Chemicals, computers, pharmaceuticals, telecommunications, environmental sciences – these have been the park’s backbone, and its prosperity has driven growth throughout the Triangle, especially in North Raleigh, Cary and southern Durham.

But if companies like IBM, Nortel and Glaxo were the anchors, the park has had to adjust as those companies have evolved or (as in Nortel’s case) faded from the scene in the face of new technologies. And what used to be an attractive sense of isolation from hectic commercial corridors has become, in some people’s minds, more detriment than advantage.

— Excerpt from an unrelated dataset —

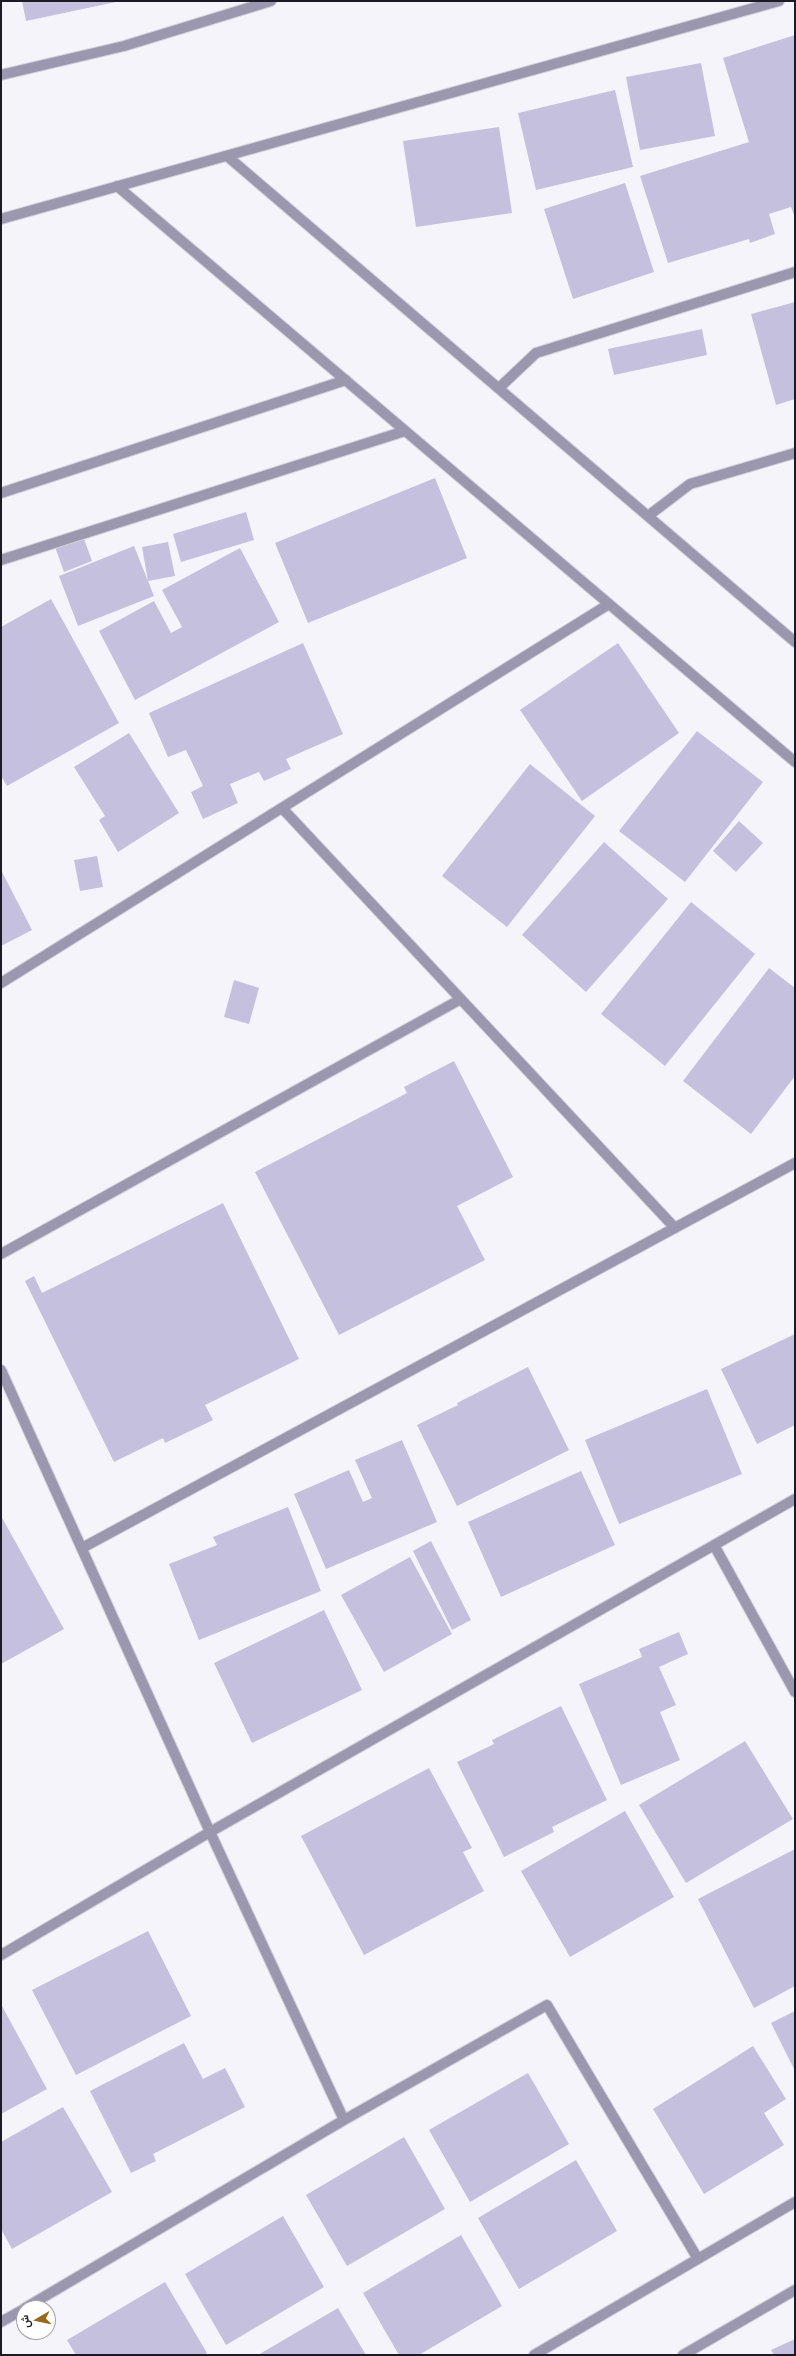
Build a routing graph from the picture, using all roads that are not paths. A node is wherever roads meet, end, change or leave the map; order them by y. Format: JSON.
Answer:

via RTP reset – Editorials – NewsObserver.com.

Time to bus a move

I’ve been looking for a way to take the bus to work and think I’ve found it! There’s a Park and Ride lot just off Blue Ridge Road where a Triangle Transit bus departs at 9:07 AM. It stops at the Factory Outlet Mall at 9:22, from where I can ride my bike over to the office and be there by 9:30. I still have to drive to Blue Ridge Road but it beats driving all the way out to RTP.

I drove over to check out the P&R lot this morning and was pleasantly surprised to see it was almost entirely full! No bike racks, though, which was a disappointment. I would love to have a place to put my bike in the event that the bus bike racks are full and I have to leave it.

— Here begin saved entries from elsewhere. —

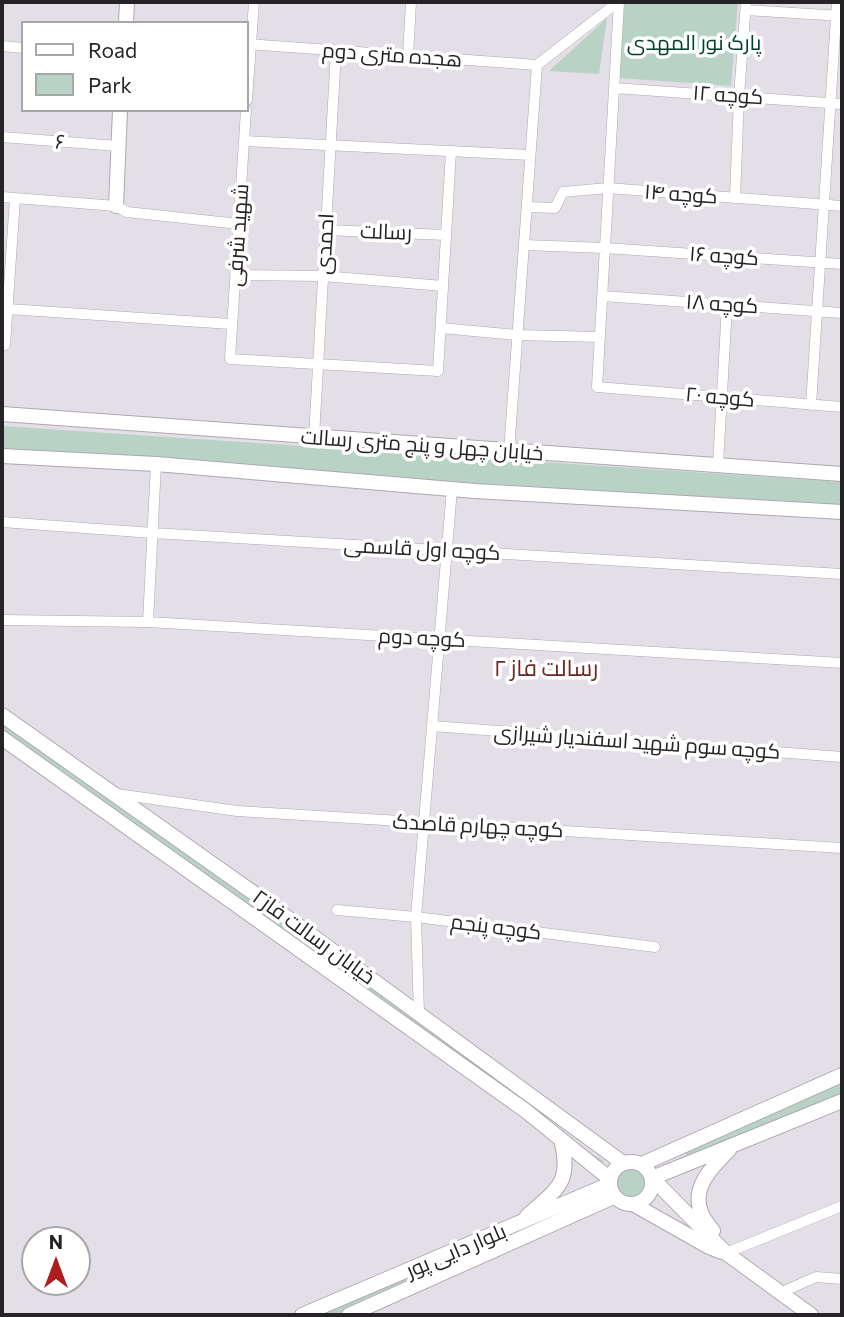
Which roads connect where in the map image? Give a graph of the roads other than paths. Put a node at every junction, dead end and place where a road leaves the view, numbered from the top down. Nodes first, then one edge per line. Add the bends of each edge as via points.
1 (127, 2) edge
2 (254, 2) edge
3 (411, 2) edge
4 (618, 2) edge
5 (837, 2) edge
6 (746, 6) edge
7 (839, 16) edge
8 (125, 21) edge
9 (249, 45) edge
10 (2, 46) edge
11 (21, 48) edge
12 (336, 51) junction
13 (408, 56) junction
14 (537, 65) junction
15 (248, 72) edge
16 (614, 88) junction
17 (739, 96) junction
18 (831, 103) junction
19 (842, 104) edge
20 (120, 112) edge
21 (246, 112) edge
22 (2, 137) edge
23 (244, 141) junction
24 (330, 145) junction
25 (118, 146) junction
26 (451, 151) junction
27 (530, 155) junction
28 (608, 188) junction
29 (2, 198) edge
30 (15, 198) junction
31 (735, 198) junction
32 (824, 205) junction
33 (116, 206) junction
34 (842, 206) edge
35 (527, 207) junction
36 (239, 224) junction
37 (326, 230) junction
38 (446, 235) junction
39 (524, 245) junction
40 (605, 248) junction
41 (6, 257) edge
42 (820, 263) junction
43 (842, 264) edge
44 (235, 275) junction
45 (323, 276) junction
46 (443, 286) junction
47 (603, 296) junction
48 (727, 305) junction
49 (8, 309) junction
50 (817, 312) junction
51 (842, 313) edge
52 (232, 324) junction
53 (441, 328) junction
54 (517, 335) junction
55 (600, 337) junction
56 (2, 345) edge
57 (318, 365) junction
58 (721, 397) junction
59 (811, 405) junction
60 (842, 407) edge
61 (2, 414) edge
62 (314, 437) junction
63 (509, 451) junction
64 (2, 456) edge
65 (156, 464) junction
66 (718, 466) junction
67 (842, 474) edge
68 (452, 489) junction
69 (842, 512) edge
70 (2, 522) edge
71 (153, 533) junction
72 (447, 551) junction
73 (842, 574) edge
74 (2, 620) edge
75 (148, 622) junction
76 (440, 639) junction
77 (842, 663) edge
78 (2, 715) edge
79 (432, 726) junction
80 (2, 738) edge
81 (842, 757) edge
82 (115, 794) junction
83 (424, 822) junction
84 (842, 848) edge
85 (194, 850) junction
86 (181, 867) junction
87 (337, 910) dead end
88 (416, 917) junction
89 (655, 947) dead end
90 (419, 1014) junction
91 (842, 1074) edge
92 (842, 1101) edge
93 (561, 1139) junction
94 (733, 1145) junction
95 (623, 1163) junction
96 (642, 1164) junction
97 (652, 1178) junction
98 (612, 1187) junction
99 (634, 1204) junction
100 (842, 1206) edge
101 (519, 1225) junction
102 (726, 1253) junction
103 (842, 1279) edge
104 (782, 1292) junction
105 (302, 1315) edge
106 (349, 1315) edge
107 (811, 1315) edge

1 - 8 main road
2 - 9 street
3 - 13 street
4 - 14 street
4 - 16 street
5 - 7 street
6 - 7 street
6 - 17 street
7 - 18 street
9 - 12 street, هجده متری دوم
9 - 15 street
10 - 11 street
12 - 13 street, هجده متری دوم
12 - 24 street, احمدی
13 - 14 street, هجده متری دوم
14 - 27 street
16 - 17 street, ۱۲ کوچه
16 - 28 street
17 - 18 street, ۱۲ کوچه
17 - 31 street
18 - 19 street, ۱۲ کوچه
18 - 32 street
20 - 25 main road
21 - 23 street, شهید شرفی
22 - 25 street, ۶
23 - 24 street
23 - 36 street, شهید شرفی
24 - 26 street
24 - 37 street, احمدی
25 - 33 main road
26 - 27 street
26 - 38 street
27 - 35 street
28 - 31 street, ‍‍ ۱۴ کوچه
28 - 35 street, ‍‍ ۱۴ کوچه via 563,192 555,208
28 - 40 street
29 - 30 street
30 - 33 street
30 - 41 street
31 - 32 street, ‍‍ ۱۴ کوچه
32 - 34 street, ‍‍ ۱۴ کوچه
32 - 42 street
33 - 36 street via 127,212
35 - 39 street
36 - 44 street, شهید شرفی
37 - 38 street, رسالت
37 - 45 street, احمدی
38 - 46 street
39 - 40 street, ۱۶ کوچه
39 - 54 street
40 - 42 street, ۱۶ کوچه
40 - 47 street
41 - 49 street
42 - 43 street, ۱۶ کوچه
42 - 50 street
44 - 45 street
44 - 52 street, شهید شرفی
45 - 46 street
45 - 57 street, احمدی
46 - 53 street
47 - 48 street, ۱۸ کوچه
47 - 55 street
48 - 50 street, ۱۸ کوچه
48 - 58 street
49 - 52 street
49 - 56 street
50 - 51 street, ۱۸ کوچه
50 - 59 street
52 - 57 street, شهید شرفی via 230,359
53 - 54 street
53 - 57 street via 438,371
54 - 55 street
54 - 63 street
55 - 58 street, ۲۰ کوچه via 597,387
57 - 62 street, احمدی
58 - 59 street, ۲۰ کوچه
58 - 66 street
59 - 60 street, ۲۰ کوچه
61 - 62 main road, خیابان چهل و پنج متری رسالت
62 - 63 main road, خیابان چهل و پنج متری رسالت
63 - 66 main road, خیابان چهل و پنج متری رسالت
64 - 65 main road, خیابان چهل و پنج متری رسالت
65 - 68 main road, خیابان چهل و پنج متری رسالت
65 - 71 street
66 - 67 main road, خیابان چهل و پنج متری رسالت
68 - 69 main road, خیابان چهل و پنج متری رسالت
68 - 72 street
70 - 71 street, کوچه اول قاسمی
71 - 72 street, کوچه اول قاسمی
71 - 75 street
72 - 73 street, کوچه اول قاسمی
72 - 76 street
74 - 75 street, کوچه دوم
75 - 76 street, کوچه دوم
76 - 77 street, کوچه دوم
76 - 79 street
78 - 82 main road, خیابان رسالت فاز۲
79 - 81 street, کوچه سوم شهید اسفندیار شیرازی
79 - 83 street
80 - 86 main road, خیابان رسالت فاز۲
82 - 83 street, کوچه چهارم قاصدک via 237,811
82 - 85 main road, خیابان رسالت فاز۲
83 - 84 street, کوچه چهارم قاصدک
83 - 88 street
85 - 86 main road
85 - 90 main road, خیابان رسالت فاز۲
86 - 93 main road, خیابان رسالت فاز۲
87 - 88 street, کوچه پنجم
88 - 89 street, کوچه پنجم
88 - 90 street
90 - 95 main road, خیابان رسالت فاز۲
91 - 96 main road
92 - 94 main road
93 - 98 main road, خیابان رسالت فاز۲
93 - 101 main road via 565,1174
94 - 97 main road
94 - 102 main road via 706,1174 699,1191 700,1211
95 - 96 main road
95 - 98 main road via 614,1170
96 - 97 main road
97 - 99 main road via 647,1197
97 - 102 main road
98 - 99 main road via 627,1204
98 - 101 main road, بلوار دایی پور
98 - 106 main road, بلوار دایی پور via 611,1198
99 - 102 main road
100 - 102 street
101 - 105 main road, بلوار دایی پور
102 - 104 main road
103 - 104 street via 816,1278
104 - 107 main road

I might also consider buying a used bike to leave at the outlet mall so that I don’t have to haul it on the bus every day. As with the Park and Ride lot, there are no bike racks at the outlet mall. I’m not sure why major transit stops don’t have bike racks but I’ll see if I can get an answer.

Oh, and I tweeted yesterday that I could never commute by bus until there’s a bus dedicated to singing. I guess I’ll have to keep quiet or make quick friends with my fellow commuters!

Why Young Americans Are Driving So Much Less Than Their Parents

More about the shift away from driving.

“Unfortunately for car companies,” Jordan Weissmann noted at TheAtlantic.com a couple weeks back, “today’s teens and twenty-somethings don’t seem all that interested in buying a set of wheels. They’re not even particularly keen on driving.”

Now a major new report from Benjamin Davis and Tony Dutzik at the Frontier Group and Phineas Baxandall, at the U.S. PIRG Education Fund, documents this unprecedented trend across a wide variety of indicators.

Their two big findings about young people and driving:

The average annual number of vehicle miles traveled by young people (16 to 34-year-olds) in the U.S. decreased by 23 percent between 2001 and 2009, falling from 10,300 miles per capita to just 7,900 miles per capita in 2009.

The share of 14 to 34-year-olds without a driver’s license increased by 5 percentage points, rising from 21 percent in 2000 to 26 percent in 2010, according to the Federal Highway Administration.

via Why Young Americans Are Driving So Much Less Than Their Parents – Commute – The Atlantic Cities.